Member of the Basque Parliament for Biscay
- In office 7 June 2005 – 6 January 2009

Personal details
- Party: EHAK

= Maite Aranburu =

Spanish Basque politician

Maite Aranburu Olabarrieta is a Spanish Basque politician who served in the Basque Parliament from 2005 until 2009, representing the Biscay constituency as a member of the Communist Party of the Basque Homelands.

== Biography ==
Maite Aranburu Olabarrieta, a web manager and the leader of the Communist Party of the Basque Homelands (EHAK), was elected to the Basque Parliament following the 2005 Basque regional election. Elected to represent the Biscay constituency, she campaigned on a pro-independence platform, vowed to give a voice to the recently banned political party Batasuna, and refused to condemn the terrorist activities of ETA. Eight other EHAK candidates were also elected, a "surprise" performance for the recently formed party.

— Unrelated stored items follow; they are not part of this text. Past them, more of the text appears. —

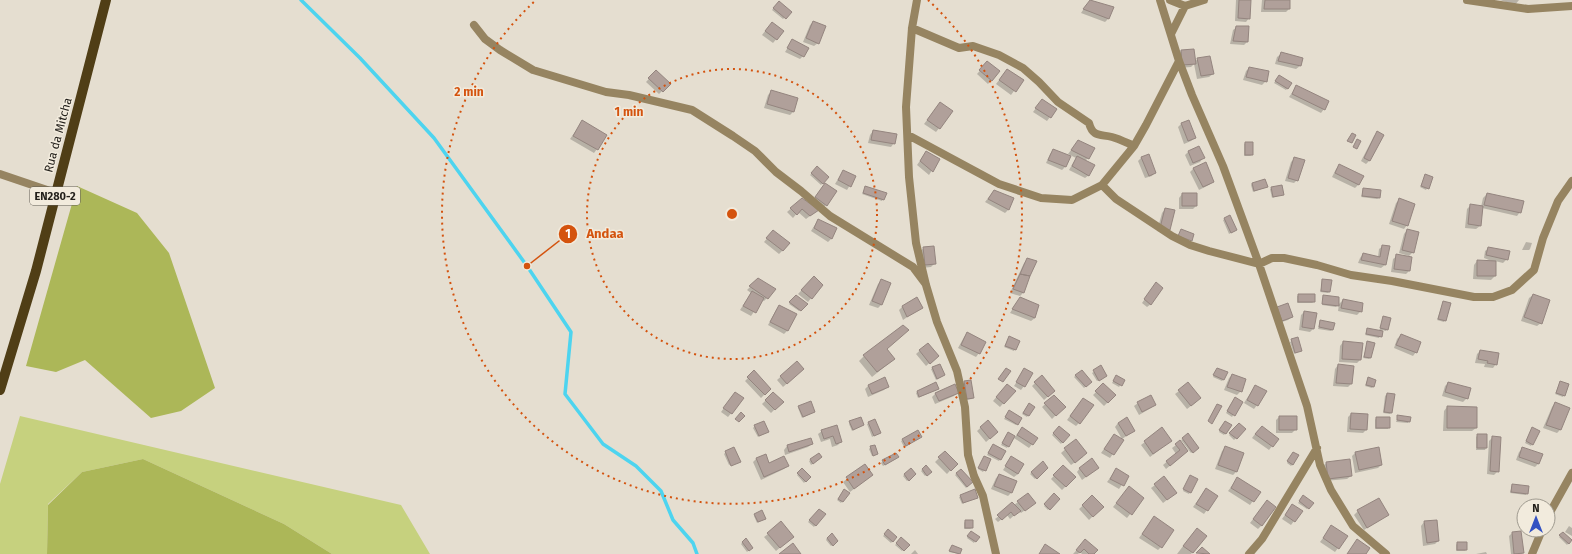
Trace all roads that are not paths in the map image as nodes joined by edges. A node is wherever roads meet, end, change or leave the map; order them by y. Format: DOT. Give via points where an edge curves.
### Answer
graph roads {
  1 [pos="105,0"];
  2 [pos="917,0"];
  3 [pos="1160,0"];
  4 [pos="1170,0"];
  5 [pos="1204,0"];
  6 [pos="1467,0"];
  7 [pos="1185,6"];
  8 [pos="1572,6"];
  9 [pos="474,25"];
  10 [pos="912,28"];
  11 [pos="1171,34"];
  12 [pos="1179,61"];
  13 [pos="908,135"];
  14 [pos="1134,146"];
  15 [pos="0,174"];
  16 [pos="1572,181"];
  17 [pos="1102,185"];
  18 [pos="56,193"];
  19 [pos="1259,264"];
  20 [pos="926,285"];
  21 [pos="0,390"];
  22 [pos="1317,448"];
  23 [pos="1572,473"];
  24 [pos="1556,502"];
  25 [pos="1539,538"];
  26 [pos="996,554"];
  27 [pos="1248,554"];
  28 [pos="1386,554"];
  29 [pos="1532,554"];
  1 -- 18 [label="main road, Rua da Mitcha / EN280-2"];
  2 -- 10 [label="street"];
  3 -- 11 [label="street"];
  4 -- 7 [label="street"];
  5 -- 7 [label="street"];
  6 -- 8 [label="street" via="1528,9"];
  7 -- 11 [label="street"];
  9 -- 20 [label="street" via="485,39 533,70 606,92 692,110 755,151 776,172 830,216 913,267"];
  10 -- 13 [label="street" via="906,108"];
  10 -- 14 [label="street" via="959,48 973,46 999,55 1023,68 1058,102 1089,124 1095,134 1113,137"];
  11 -- 12 [label="street"];
  12 -- 14 [label="street"];
  12 -- 19 [label="street" via="1223,166"];
  13 -- 17 [label="street" via="999,184 1041,198 1072,200"];
  13 -- 20 [label="street" via="909,177 916,243"];
  14 -- 17 [label="street"];
  15 -- 18 [label="street"];
  16 -- 19 [label="street" via="1558,201 1534,270 1512,290 1493,298 1474,298 1392,281 1351,276 1284,258 1272,258"];
  17 -- 19 [label="street" via="1116,199 1172,236 1190,245"];
  18 -- 21 [label="main road, Rua da Mitcha / EN280-2" via="36,271"];
  19 -- 22 [label="street" via="1307,406"];
  20 -- 26 [label="street" via="957,371 965,407 968,455 983,496"];
  22 -- 27 [label="street" via="1262,539"];
  22 -- 28 [label="street" via="1320,465 1331,490 1353,526"];
  23 -- 24 [label="street"];
  25 -- 29 [label="street"];
}
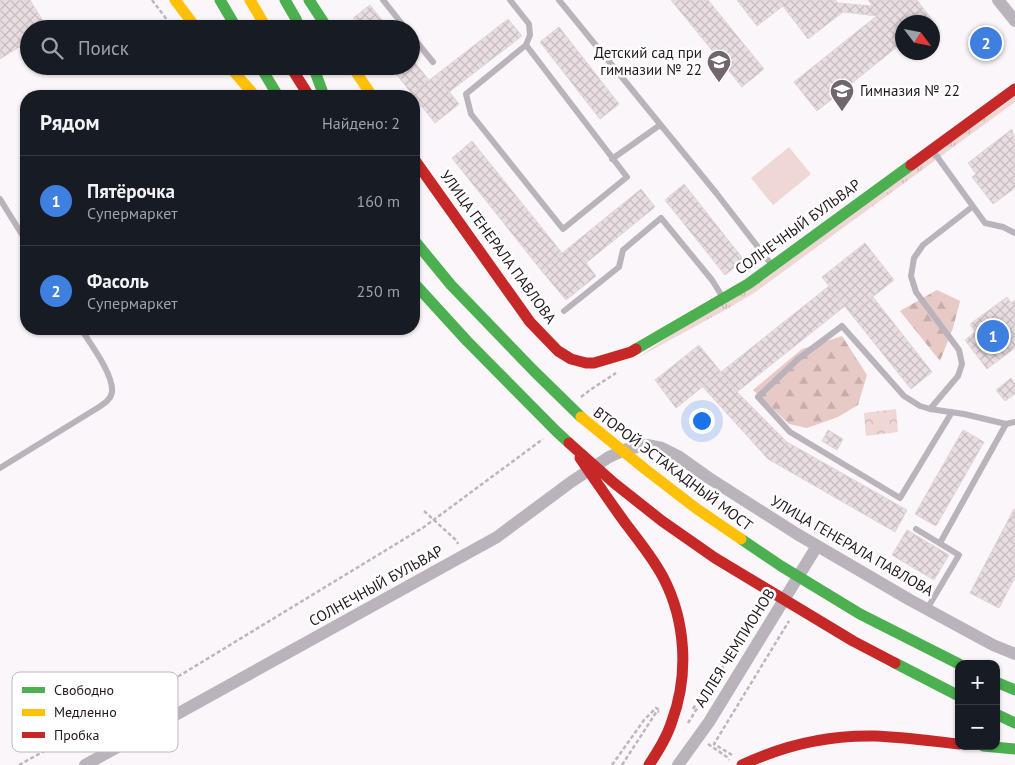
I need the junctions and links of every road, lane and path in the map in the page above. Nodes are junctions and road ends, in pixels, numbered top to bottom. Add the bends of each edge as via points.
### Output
1 (152, 0) edge
2 (175, 0) edge
3 (220, 0) edge
4 (250, 0) edge
5 (285, 0) edge
6 (310, 0) edge
7 (383, 0) edge
8 (510, 0) edge
9 (560, 0) edge
10 (998, 0) edge
11 (167, 20) edge
12 (190, 20) edge
13 (232, 20) edge
14 (262, 20) edge
15 (296, 20) edge
16 (322, 20) edge
17 (399, 20) edge
18 (1015, 21) edge
19 (526, 44) junction
20 (420, 46) edge
21 (433, 62) dead end
22 (237, 75) edge
23 (265, 75) edge
24 (296, 75) edge
25 (316, 75) edge
26 (358, 75) edge
27 (1015, 89) edge
28 (250, 90) edge
29 (274, 90) edge
30 (305, 90) edge
31 (322, 90) edge
32 (368, 90) edge
33 (660, 124) junction
34 (929, 146) junction
35 (612, 159) junction
36 (420, 167) edge
37 (0, 199) edge
38 (972, 207) junction
39 (20, 231) edge
40 (1015, 233) edge
41 (420, 247) edge
42 (773, 266) junction
43 (420, 290) edge
44 (724, 299) junction
45 (564, 311) dead end
46 (85, 335) edge
47 (586, 363) joint
48 (622, 370) dead end
49 (577, 400) dead end
50 (930, 409) junction
51 (952, 412) junction
52 (1015, 422) edge
53 (1006, 424) junction
54 (549, 434) dead end
55 (568, 441) junction
56 (678, 456) joint
57 (0, 468) edge
58 (424, 511) dead end
59 (434, 521) junction
60 (916, 529) dead end
61 (940, 543) junction
62 (817, 546) junction
63 (465, 556) junction
64 (758, 601) dead end
65 (762, 603) dead end
66 (927, 609) junction
67 (790, 620) dead end
68 (1015, 654) edge
69 (955, 662) edge
70 (178, 677) edge
71 (1000, 684) edge
72 (1015, 690) edge
73 (955, 694) edge
74 (663, 712) dead end
75 (178, 714) edge
76 (1000, 716) edge
77 (1015, 723) edge
78 (682, 725) dead end
79 (684, 730) dead end
80 (955, 744) edge
81 (1000, 748) edge
82 (1015, 750) edge
83 (42, 752) edge
84 (109, 752) edge
85 (738, 762) edge
86 (19, 765) edge
87 (85, 765) edge
88 (612, 765) edge
89 (649, 765) edge
90 (678, 765) edge

1 - 11 path
2 - 12 main road
3 - 13 main road
4 - 14 main road
5 - 15 main road
6 - 16 main road
7 - 17 lane
8 - 19 lane via 529,24 530,36
9 - 33 lane
10 - 18 street
19 - 35 lane
19 - 35 lane via 466,94 471,114 563,229 627,178
20 - 21 lane
22 - 28 main road
23 - 29 main road
24 - 30 main road
25 - 31 main road
26 - 32 main road
27 - 34 main road, СОЛНЕЧНЫЙ БУЛЬВАР
33 - 35 lane
33 - 42 lane
34 - 38 lane
34 - 42 main road, СОЛНЕЧНЫЙ БУЛЬВАР
36 - 47 main road, УЛИЦА ГЕНЕРАЛА ПАВЛОВА via 530,322 558,352
37 - 39 lane
38 - 40 lane via 985,223
38 - 50 lane via 922,245 914,258 911,276 916,292 959,350 962,364 958,376
41 - 69 main road, ВТОРОЙ ЭСТАКАДНЫЙ МОСТ via 458,292 574,411 645,470 781,566 860,614
42 - 44 main road, СОЛНЕЧНЫЙ БУЛЬВАР
43 - 55 main road via 493,369
44 - 45 lane via 661,218 623,250 620,267
44 - 47 main road, СОЛНЕЧНЫЙ БУЛЬВАР via 631,352
46 - 57 lane via 110,379 112,393 108,401
48 - 49 path
50 - 51 lane
50 - 51 lane via 904,396 842,326 798,359 758,397 790,432 900,498
51 - 53 lane
52 - 53 lane
53 - 61 lane
54 - 59 path
55 - 73 main road via 662,521 715,558 853,641
55 - 89 main road via 656,565 676,613 683,650 679,698 666,736
56 - 62 street, УЛИЦА ГЕНЕРАЛА ПАВЛОВА
56 - 63 street, СОЛНЕЧНЫЙ БУЛЬВАР via 647,445 627,448 586,472 497,537
58 - 59 path
59 - 63 path via 456,541
59 - 70 path
60 - 61 lane
61 - 66 lane via 959,555
62 - 66 street, УЛИЦА ГЕНЕРАЛА ПАВЛОВА
62 - 90 street, АЛЛЕЯ ЧЕМПИОНОВ
63 - 75 street, СОЛНЕЧНЫЙ БУЛЬВАР
64 - 78 path
65 - 79 path
66 - 68 street, УЛИЦА ГЕНЕРАЛА ПАВЛОВА
67 - 85 path via 714,744
71 - 72 main road
74 - 88 path via 656,708 644,720
76 - 77 main road
80 - 85 main road via 849,736 818,740
81 - 82 main road
83 - 86 path
84 - 87 street, СОЛНЕЧНЫЙ БУЛЬВАР

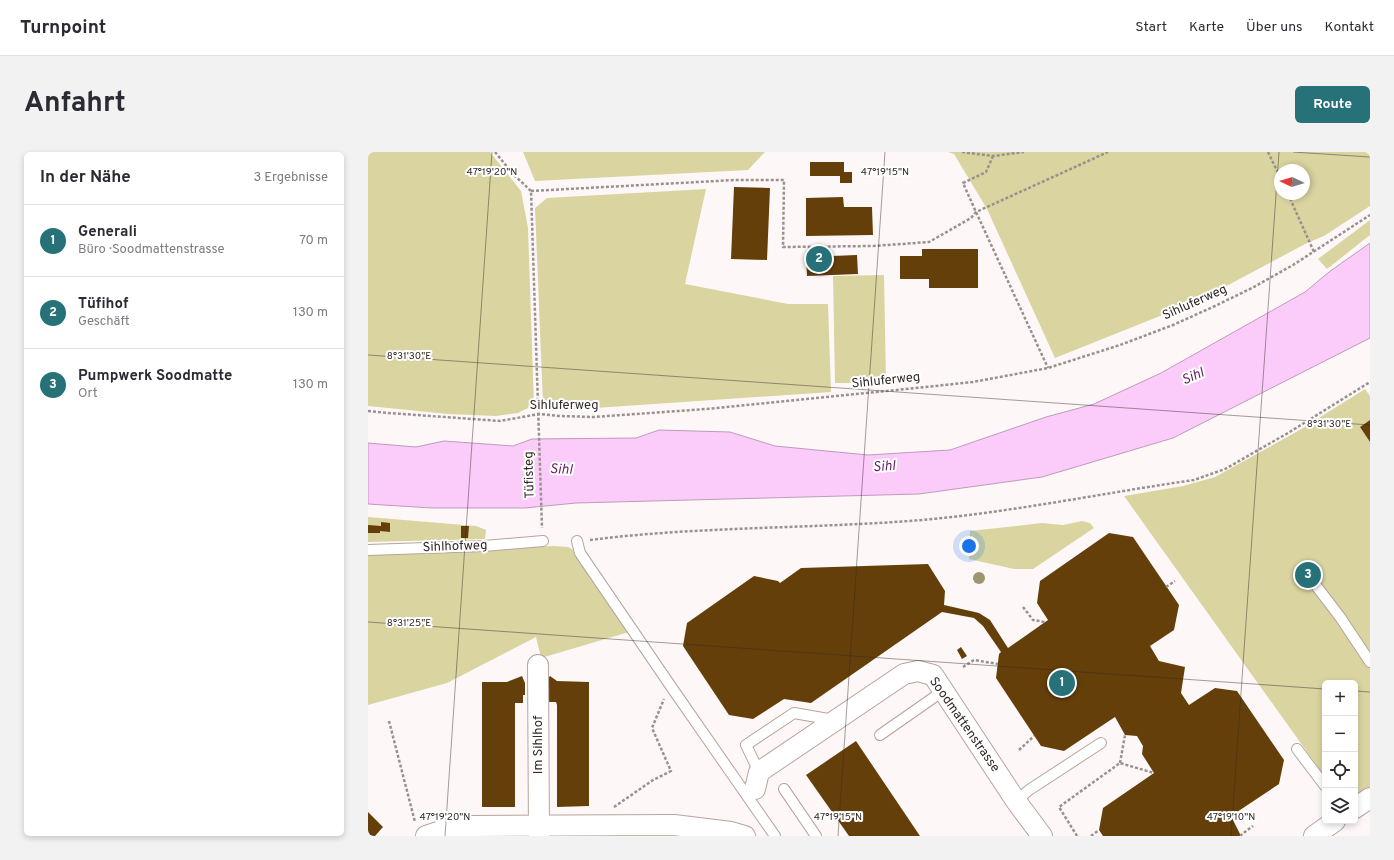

In parliament, Aranburu sat as a member of the Left Nationalist Group and was a member of the Committee on Women and Youth. EHAK was officially banned in 2008, forcing Aranburu and the other deputies to sit as members of a different party. Aranburu left parliament in 2009. Later that year, Aranburu was forced to testify before a judge of the Superior Court of Justice of the Basque Country who was investigating the relationship between EHAK "with the alleged crimes of collaboration with a terrorist organization, illegal association, fraud of subsidies and embezzlement of public funds ... to contribute to the activity and allegedly terrorist purposes of Batasuna-ETA".